[Stored data]
>>

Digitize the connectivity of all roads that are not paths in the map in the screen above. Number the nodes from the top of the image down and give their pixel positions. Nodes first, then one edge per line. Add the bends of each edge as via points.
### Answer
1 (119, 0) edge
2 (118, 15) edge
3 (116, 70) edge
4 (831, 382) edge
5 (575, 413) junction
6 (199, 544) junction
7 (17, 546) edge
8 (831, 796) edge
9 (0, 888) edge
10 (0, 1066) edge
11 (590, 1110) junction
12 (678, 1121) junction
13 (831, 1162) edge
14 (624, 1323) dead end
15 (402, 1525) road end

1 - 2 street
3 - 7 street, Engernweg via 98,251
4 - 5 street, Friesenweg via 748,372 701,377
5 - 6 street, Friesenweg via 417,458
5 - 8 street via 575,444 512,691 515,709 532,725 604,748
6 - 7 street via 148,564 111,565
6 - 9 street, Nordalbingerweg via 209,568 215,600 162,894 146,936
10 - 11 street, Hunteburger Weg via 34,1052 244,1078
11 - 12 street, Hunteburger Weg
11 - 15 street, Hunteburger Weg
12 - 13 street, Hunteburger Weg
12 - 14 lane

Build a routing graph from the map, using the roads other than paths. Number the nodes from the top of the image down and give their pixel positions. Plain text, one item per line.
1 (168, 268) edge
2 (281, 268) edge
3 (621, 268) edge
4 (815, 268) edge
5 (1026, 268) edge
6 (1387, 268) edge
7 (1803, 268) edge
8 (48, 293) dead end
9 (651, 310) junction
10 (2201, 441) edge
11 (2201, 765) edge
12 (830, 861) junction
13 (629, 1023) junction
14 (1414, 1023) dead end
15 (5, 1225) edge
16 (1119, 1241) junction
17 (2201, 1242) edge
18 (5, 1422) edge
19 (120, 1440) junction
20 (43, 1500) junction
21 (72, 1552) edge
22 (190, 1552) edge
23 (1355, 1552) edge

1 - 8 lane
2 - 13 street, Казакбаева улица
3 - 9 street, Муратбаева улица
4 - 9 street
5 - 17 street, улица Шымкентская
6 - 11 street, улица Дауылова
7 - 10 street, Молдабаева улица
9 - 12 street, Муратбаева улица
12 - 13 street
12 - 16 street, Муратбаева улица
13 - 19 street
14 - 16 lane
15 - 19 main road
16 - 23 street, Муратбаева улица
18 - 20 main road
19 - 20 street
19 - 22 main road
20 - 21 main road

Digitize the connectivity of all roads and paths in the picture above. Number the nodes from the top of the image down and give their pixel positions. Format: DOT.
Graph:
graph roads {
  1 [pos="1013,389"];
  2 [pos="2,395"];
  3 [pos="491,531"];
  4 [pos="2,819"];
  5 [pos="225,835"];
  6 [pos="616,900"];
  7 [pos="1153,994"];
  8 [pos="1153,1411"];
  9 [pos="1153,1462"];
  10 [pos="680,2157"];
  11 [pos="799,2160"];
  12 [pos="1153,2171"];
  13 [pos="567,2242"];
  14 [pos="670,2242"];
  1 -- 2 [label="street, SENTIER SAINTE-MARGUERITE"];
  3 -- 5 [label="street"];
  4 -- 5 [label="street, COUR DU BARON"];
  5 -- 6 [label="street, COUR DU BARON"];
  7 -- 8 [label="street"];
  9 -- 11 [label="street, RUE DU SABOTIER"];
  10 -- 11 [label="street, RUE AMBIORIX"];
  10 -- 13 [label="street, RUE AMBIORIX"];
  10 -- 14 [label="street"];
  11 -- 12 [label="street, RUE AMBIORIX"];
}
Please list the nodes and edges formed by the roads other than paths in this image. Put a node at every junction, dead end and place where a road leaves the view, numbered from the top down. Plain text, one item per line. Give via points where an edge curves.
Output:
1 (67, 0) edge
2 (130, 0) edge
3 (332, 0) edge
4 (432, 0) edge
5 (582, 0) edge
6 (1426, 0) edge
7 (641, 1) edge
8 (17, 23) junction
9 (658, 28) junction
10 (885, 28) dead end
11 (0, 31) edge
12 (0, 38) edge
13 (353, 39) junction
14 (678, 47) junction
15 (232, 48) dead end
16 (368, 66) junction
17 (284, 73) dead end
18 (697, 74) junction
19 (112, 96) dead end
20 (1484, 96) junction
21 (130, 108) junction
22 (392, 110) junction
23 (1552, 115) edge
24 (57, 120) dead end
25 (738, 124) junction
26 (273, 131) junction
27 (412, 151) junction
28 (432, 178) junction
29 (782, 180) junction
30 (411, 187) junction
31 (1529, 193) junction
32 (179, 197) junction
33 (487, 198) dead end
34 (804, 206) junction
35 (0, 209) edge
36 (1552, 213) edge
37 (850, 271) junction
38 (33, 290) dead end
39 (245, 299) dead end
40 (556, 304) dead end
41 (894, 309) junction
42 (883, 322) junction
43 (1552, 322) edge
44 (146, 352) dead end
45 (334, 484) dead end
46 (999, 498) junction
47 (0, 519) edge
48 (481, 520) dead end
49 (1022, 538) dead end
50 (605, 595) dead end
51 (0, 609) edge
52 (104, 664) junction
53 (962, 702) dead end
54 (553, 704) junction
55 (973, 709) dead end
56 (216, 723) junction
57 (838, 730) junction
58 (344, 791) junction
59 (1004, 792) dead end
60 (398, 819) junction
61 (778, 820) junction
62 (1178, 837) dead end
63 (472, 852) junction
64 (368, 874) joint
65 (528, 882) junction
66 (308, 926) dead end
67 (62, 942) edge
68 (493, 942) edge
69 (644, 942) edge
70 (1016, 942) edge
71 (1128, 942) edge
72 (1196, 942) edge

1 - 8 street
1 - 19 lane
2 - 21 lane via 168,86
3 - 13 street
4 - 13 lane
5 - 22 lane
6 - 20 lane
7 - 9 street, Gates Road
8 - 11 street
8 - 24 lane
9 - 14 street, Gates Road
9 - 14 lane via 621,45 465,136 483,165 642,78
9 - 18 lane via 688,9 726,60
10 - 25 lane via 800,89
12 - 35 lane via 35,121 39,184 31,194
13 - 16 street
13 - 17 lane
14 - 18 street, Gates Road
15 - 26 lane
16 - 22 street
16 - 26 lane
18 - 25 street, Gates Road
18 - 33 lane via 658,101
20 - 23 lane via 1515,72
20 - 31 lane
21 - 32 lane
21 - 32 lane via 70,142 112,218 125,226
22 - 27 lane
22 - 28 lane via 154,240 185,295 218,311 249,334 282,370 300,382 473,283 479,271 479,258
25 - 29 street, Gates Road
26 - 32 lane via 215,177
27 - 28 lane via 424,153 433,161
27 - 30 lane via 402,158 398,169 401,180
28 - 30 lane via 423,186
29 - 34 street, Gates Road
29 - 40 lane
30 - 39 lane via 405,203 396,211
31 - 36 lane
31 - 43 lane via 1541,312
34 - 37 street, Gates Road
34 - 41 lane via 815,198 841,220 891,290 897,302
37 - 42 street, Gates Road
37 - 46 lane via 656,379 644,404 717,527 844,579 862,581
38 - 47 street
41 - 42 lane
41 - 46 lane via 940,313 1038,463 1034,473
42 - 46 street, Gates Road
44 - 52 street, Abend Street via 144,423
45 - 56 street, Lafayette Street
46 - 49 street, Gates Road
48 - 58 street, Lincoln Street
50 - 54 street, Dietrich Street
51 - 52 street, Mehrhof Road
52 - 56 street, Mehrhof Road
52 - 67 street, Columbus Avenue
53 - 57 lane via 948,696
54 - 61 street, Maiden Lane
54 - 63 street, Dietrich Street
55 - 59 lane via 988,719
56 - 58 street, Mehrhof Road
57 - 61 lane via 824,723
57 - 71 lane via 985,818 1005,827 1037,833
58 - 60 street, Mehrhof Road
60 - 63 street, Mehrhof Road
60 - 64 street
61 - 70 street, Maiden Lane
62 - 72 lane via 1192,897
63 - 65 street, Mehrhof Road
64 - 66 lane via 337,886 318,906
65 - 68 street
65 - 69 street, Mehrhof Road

<<

__Required work__
Filter the data down to the lines that contain the string "Gates", and copy them.

__Task output__
7 - 9 street, Gates Road
9 - 14 street, Gates Road
14 - 18 street, Gates Road
18 - 25 street, Gates Road
25 - 29 street, Gates Road
29 - 34 street, Gates Road
34 - 37 street, Gates Road
37 - 42 street, Gates Road
42 - 46 street, Gates Road
46 - 49 street, Gates Road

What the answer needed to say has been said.